- ABOUT THIS EXERCISE:
Search string "lane": state how many lines in the material below contain it, and nothing else.

- SOURCE MATERIAL:
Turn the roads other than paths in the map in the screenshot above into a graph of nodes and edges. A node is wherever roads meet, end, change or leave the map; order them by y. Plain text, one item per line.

---

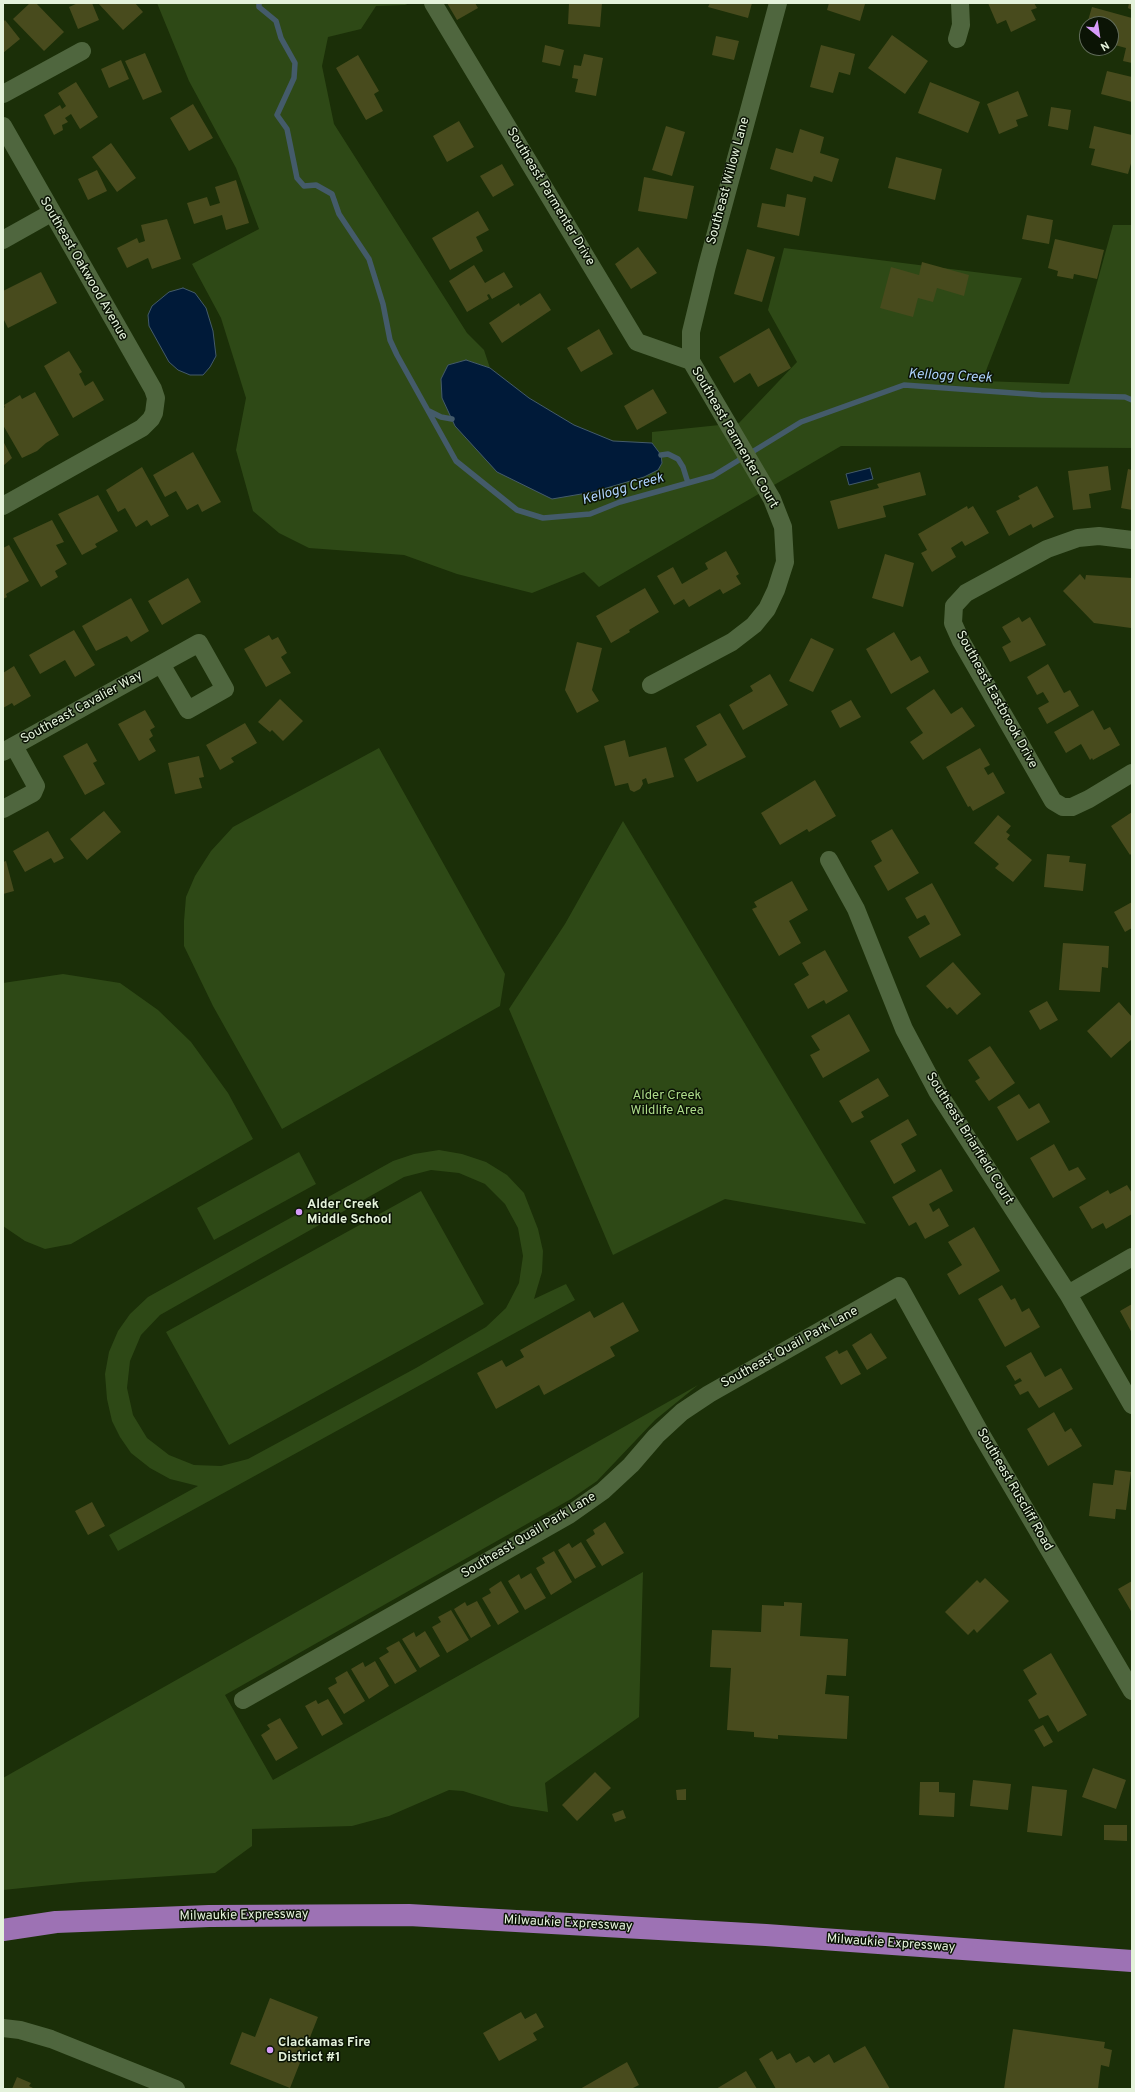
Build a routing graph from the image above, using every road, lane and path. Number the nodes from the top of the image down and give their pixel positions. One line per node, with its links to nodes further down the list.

...

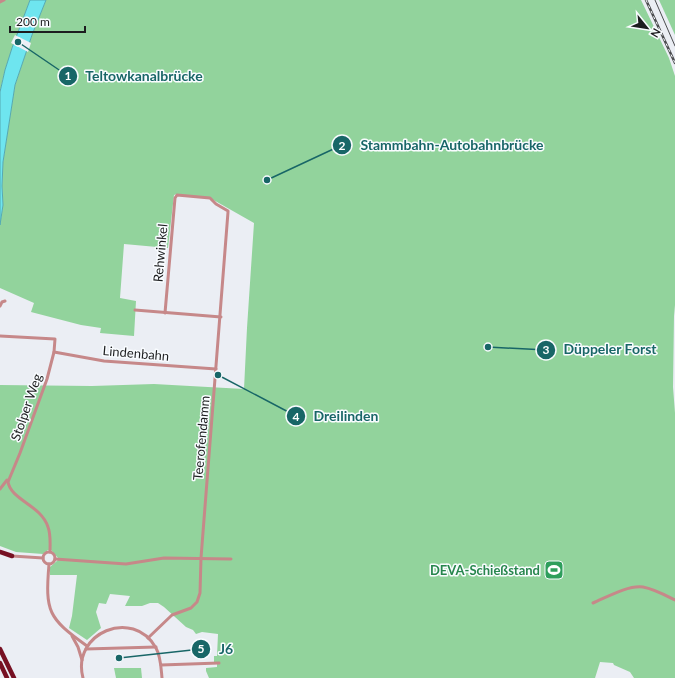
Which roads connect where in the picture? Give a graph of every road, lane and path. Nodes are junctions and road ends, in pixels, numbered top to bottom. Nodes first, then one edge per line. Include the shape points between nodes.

- SOLUTION TO THE PROBLEM:
2